> Your goal: Whenever a line in the following entries includes "lane", tally it. Report nothing except the final count.
Material provided Start Marker
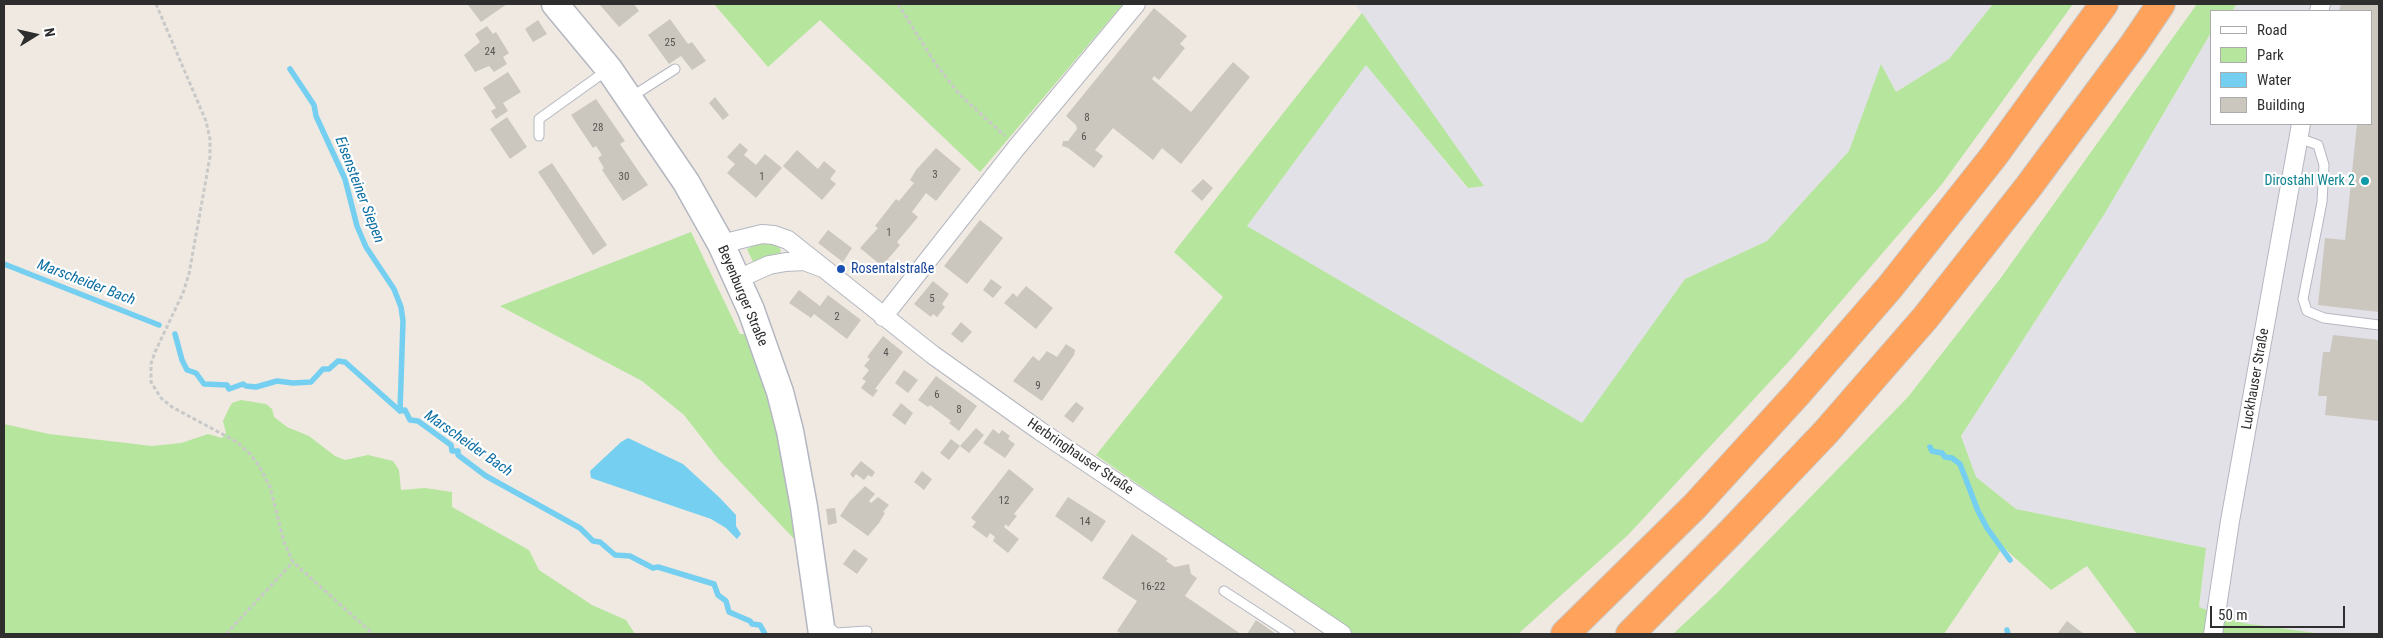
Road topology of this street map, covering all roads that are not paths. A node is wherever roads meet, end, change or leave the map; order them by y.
1 (555, 4) edge
2 (1136, 4) edge
3 (2104, 4) edge
4 (2161, 4) edge
5 (609, 69) junction
6 (675, 69) dead end
7 (630, 98) junction
8 (2300, 131) edge
9 (539, 136) dead end
10 (721, 244) junction
11 (826, 269) junction
12 (738, 278) junction
13 (883, 317) junction
14 (2379, 325) edge
15 (1224, 591) dead end
16 (821, 628) edge
17 (867, 631) dead end
18 (1290, 634) edge
19 (1342, 634) edge
20 (1565, 634) edge
21 (1630, 634) edge
22 (2213, 634) edge

1 - 5 main road, Beyenburger Straße
2 - 13 street
3 - 20 highway
4 - 21 highway
5 - 7 main road, Beyenburger Straße
5 - 9 lane
6 - 7 lane
7 - 10 main road, Beyenburger Straße
8 - 14 lane
8 - 22 street, Luckhauser Straße
10 - 11 street, Herbringhauser Straße
10 - 12 main road, Beyenburger Straße
11 - 12 street, Herbringhauser Straße
11 - 13 street, Herbringhauser Straße
12 - 16 main road, Beyenburger Straße
13 - 19 street, Herbringhauser Straße
15 - 18 lane
16 - 17 lane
Material provided End Marker
> Response to the task: 5